Amanda Springs, a senior assistant professor at SUNY Maritime College, also weighed in on the video, telling Insider she had a "visceral reaction" to seeing a student in such distress. One response to the viral video, which called the software "ridiculous" and questioned why students needed stringent closed-book exams, prompted her to share her thoughts on better teaching practices.
"If anything, we should be testing them on their research skills: do you know where to find the information you need? Do you know how to sort credible sources from garbage? Do you know how to evaluate the materials?" she tweeted in response.
"The best way to avoid academic dishonesty is to formulate a relationship with your students that makes it difficult for them to cheat. So it's in terms of the assignments that you create and in terms of the relationship that you build," she told Insider. "I'm focusing on assignments that I think are productive for students in the world that we're living in, so assignments that focus on information literacy rather than memorization."

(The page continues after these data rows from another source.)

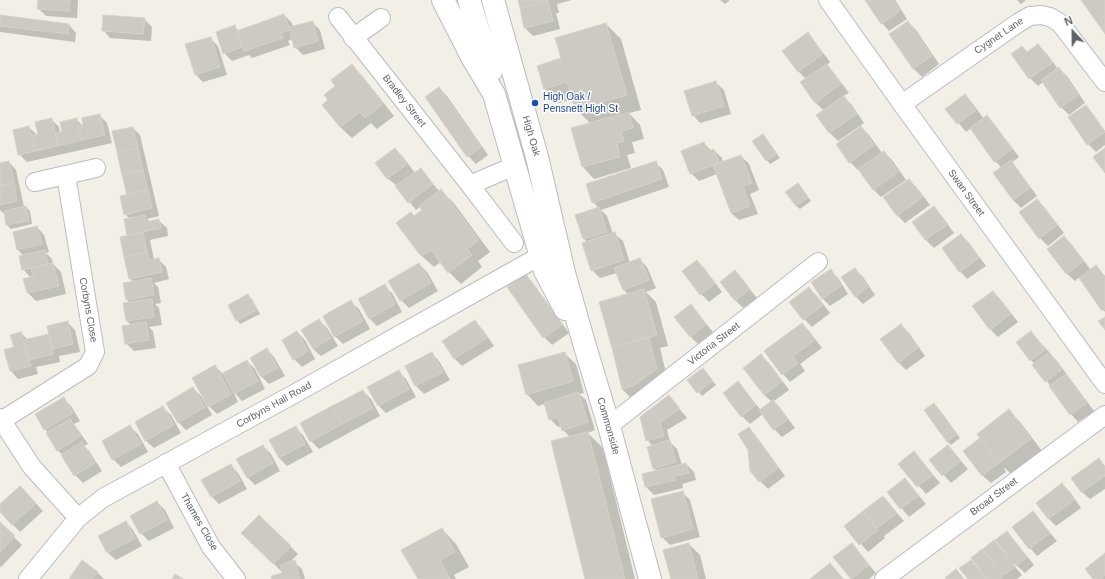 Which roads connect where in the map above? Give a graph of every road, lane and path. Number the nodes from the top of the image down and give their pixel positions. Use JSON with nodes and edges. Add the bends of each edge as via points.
{"nodes":[{"id":1,"x":443,"y":0,"type":"edge"},
{"id":2,"x":469,"y":0,"type":"edge"},
{"id":3,"x":492,"y":0,"type":"edge"},
{"id":4,"x":828,"y":0,"type":"edge"},
{"id":5,"x":338,"y":17,"type":"dead end"},
{"id":6,"x":380,"y":18,"type":"dead end"},
{"id":7,"x":353,"y":38,"type":"junction"},
{"id":8,"x":1105,"y":82,"type":"edge"},
{"id":9,"x":494,"y":94,"type":"junction"},
{"id":10,"x":902,"y":104,"type":"junction"},
{"id":11,"x":537,"y":157,"type":"junction"},
{"id":12,"x":514,"y":166,"type":"junction"},
{"id":13,"x":96,"y":168,"type":"dead end"},
{"id":14,"x":66,"y":175,"type":"junction"},
{"id":15,"x":34,"y":182,"type":"dead end"},
{"id":16,"x":470,"y":185,"type":"junction"},
{"id":17,"x":514,"y":243,"type":"dead end"},
{"id":18,"x":550,"y":253,"type":"junction"},
{"id":19,"x":818,"y":262,"type":"dead end"},
{"id":20,"x":564,"y":273,"type":"joint"},
{"id":21,"x":584,"y":344,"type":"junction"},
{"id":22,"x":1105,"y":384,"type":"edge"},
{"id":23,"x":1105,"y":415,"type":"edge"},
{"id":24,"x":0,"y":419,"type":"edge"},
{"id":25,"x":609,"y":426,"type":"junction"},
{"id":26,"x":166,"y":463,"type":"junction"},
{"id":27,"x":78,"y":518,"type":"junction"},
{"id":28,"x":28,"y":579,"type":"edge"},
{"id":29,"x":236,"y":579,"type":"edge"},
{"id":30,"x":650,"y":579,"type":"edge"},
{"id":31,"x":884,"y":579,"type":"edge"}],
"edges":[{"from":1,"to":9,"type":"main road","name":"High Oak"},
{"from":2,"to":9,"type":"main road","name":"High Oak","via":[[494,79]]},
{"from":3,"to":11,"type":"main road","name":"High Oak"},
{"from":4,"to":10,"type":"street","name":"Swan Street"},
{"from":5,"to":7,"type":"street","name":"Bradley Street"},
{"from":6,"to":7,"type":"street"},
{"from":7,"to":16,"type":"street","name":"Bradley Street"},
{"from":8,"to":10,"type":"street","name":"Cygnet Lane","via":[[1060,23],[1050,17],[1030,16]]},
{"from":9,"to":12,"type":"main road","name":"High Oak"},
{"from":10,"to":22,"type":"street","name":"Swan Street"},
{"from":11,"to":12,"type":"main road"},
{"from":11,"to":18,"type":"main road","name":"High Oak"},
{"from":12,"to":16,"type":"street"},
{"from":12,"to":18,"type":"main road","name":"High Oak"},
{"from":13,"to":14,"type":"street"},
{"from":14,"to":15,"type":"street"},
{"from":14,"to":24,"type":"street","name":"Corbyns Close","via":[[96,352],[88,366]]},
{"from":16,"to":17,"type":"street","name":"Bradley Street"},
{"from":18,"to":20,"type":"main road","name":"High Oak"},
{"from":18,"to":21,"type":"main road","name":"High Oak","via":[[545,271]]},
{"from":18,"to":26,"type":"street","name":"Corbyns Hall Road"},
{"from":19,"to":25,"type":"street","name":"Victoria Street"},
{"from":20,"to":21,"type":"main road","name":"Commonside"},
{"from":21,"to":25,"type":"main road","name":"Commonside"},
{"from":23,"to":31,"type":"street","name":"Broad Street"},
{"from":24,"to":27,"type":"street","via":[[32,467]]},
{"from":25,"to":30,"type":"main road","name":"Commonside"},
{"from":26,"to":27,"type":"street","name":"Corbyns Hall Road","via":[[103,498]]},
{"from":26,"to":29,"type":"street","name":"Thames Close","via":[[211,546]]},
{"from":27,"to":28,"type":"street","name":"Corbyns Hall Road"}]} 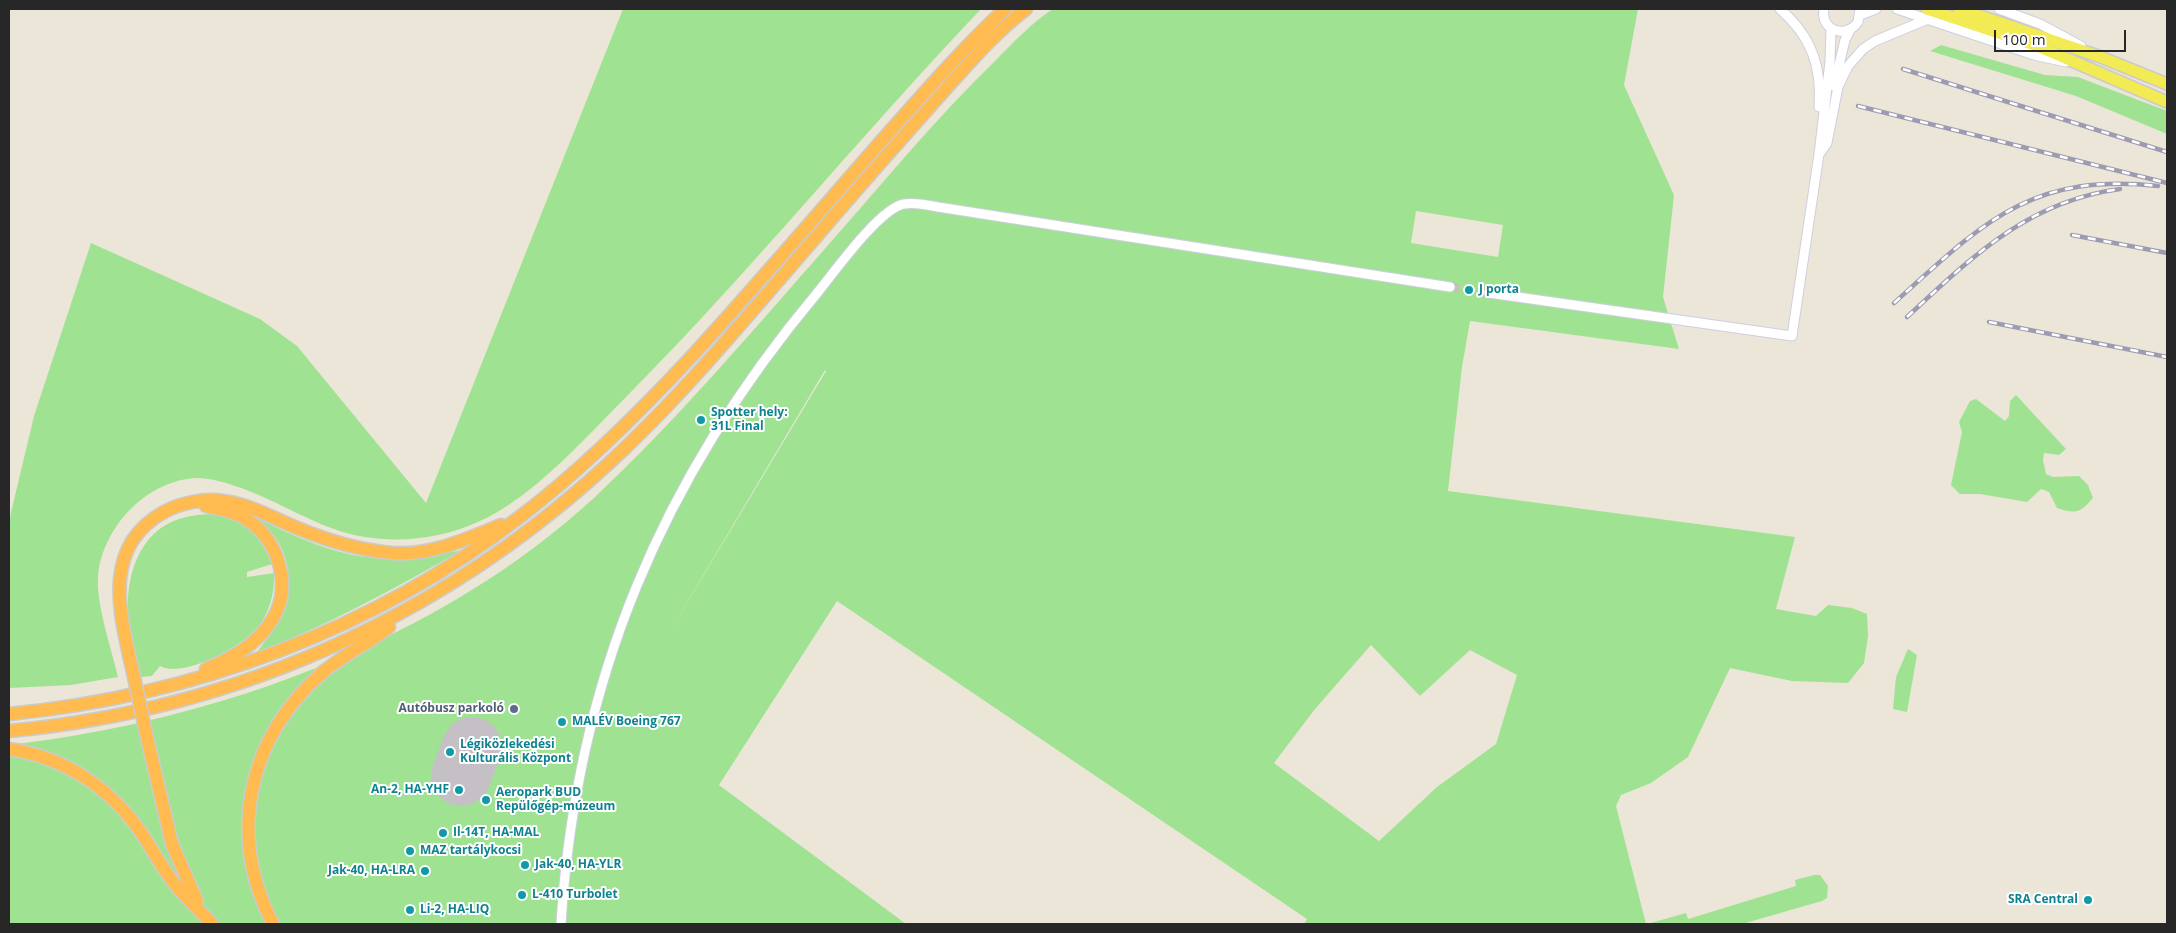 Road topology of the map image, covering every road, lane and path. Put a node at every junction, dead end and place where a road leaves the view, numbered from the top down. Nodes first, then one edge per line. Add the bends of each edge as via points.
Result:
1 (1005, 9) edge
2 (1026, 9) edge
3 (1780, 9) edge
4 (1824, 9) edge
5 (1876, 9) edge
6 (1897, 9) edge
7 (1959, 9) edge
8 (1999, 9) edge
9 (1860, 12) edge
10 (1927, 14) edge
11 (1831, 29) junction
12 (1850, 30) junction
13 (2037, 40) junction
14 (2098, 56) junction
15 (2094, 69) junction
16 (2167, 84) edge
17 (2167, 102) edge
18 (1819, 154) junction
19 (1450, 287) tunnel mouth
20 (1488, 293) tunnel mouth
21 (191, 503) junction
22 (520, 518) junction
23 (410, 609) junction
24 (158, 690) junction
25 (9, 714) edge
26 (9, 731) edge
27 (9, 749) edge
28 (208, 919) edge
29 (273, 924) edge
30 (561, 924) edge

1 - 22 highway via 950,63 662,388 588,460
2 - 23 highway via 961,72 704,364 626,447 518,539
3 - 18 street via 1802,33 1818,67 1821,83 1816,140
4 - 11 street via 1824,20
5 - 9 street
6 - 10 street
7 - 13 main road
8 - 14 street via 2040,24
9 - 12 street via 1858,22
10 - 13 main road
10 - 15 street via 2034,55
10 - 18 street via 1875,41 1851,62 1838,87 1826,143
11 - 12 street
11 - 18 street
12 - 18 street
13 - 14 main road
13 - 15 main road
14 - 16 main road
15 - 17 main road
18 - 20 street via 1792,336
19 - 30 street via 938,207 905,204 894,207 871,229 808,304 749,380 680,491 651,549 611,655 590,731 572,820
21 - 22 highway via 223,501 246,506 345,546 395,553 430,550 457,543
21 - 24 highway via 235,513 258,528 275,550 281,592 273,618 246,648 225,661
21 - 28 highway, bridge via 172,508 143,525 130,542 121,567 119,600 172,844 188,884
22 - 24 highway via 471,552 373,610 284,650
23 - 26 highway via 312,656 221,689 112,716
23 - 29 highway via 310,684 278,722 265,745 250,801 248,838 258,892
24 - 25 highway
27 - 28 highway via 28,752 75,770 103,790 134,822 178,888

The now-TikTok famous college student continued to update viewers about her academic situation
In a second video, Dana Jo said that she contacted ProctorU and received the footage of her exam session. She then reviewed the flagged sections of the video with her university's dean, who she says agreed that her conduct throughout the test had been honest. This, however, did not resolve the situation
The dean, she explained, said she might still need to re-take the exam.
In another follow-up video, Dana said that after the testing situation, her professor immediately placed an infraction on her academic record — a move that would jeopardize her academic scholarships, which she uses to cover living expenses and pay tuition. Dana Jo could not be reached for comment, and Insider was unable to independently verify these claims.
According to Dana's final video, the situation turned around when she finally spoke with her professor, who explained that she had been particularly stringent after catching four students attempting to take an exam together.
After reviewing the situation, Dana said, her professor apologized, reinstated her original grade, and removed the academic infraction from her record.
While the situation was frustrating, she said, she was relieved to report that her scholarships would not be impacted and she would be able to pay rent.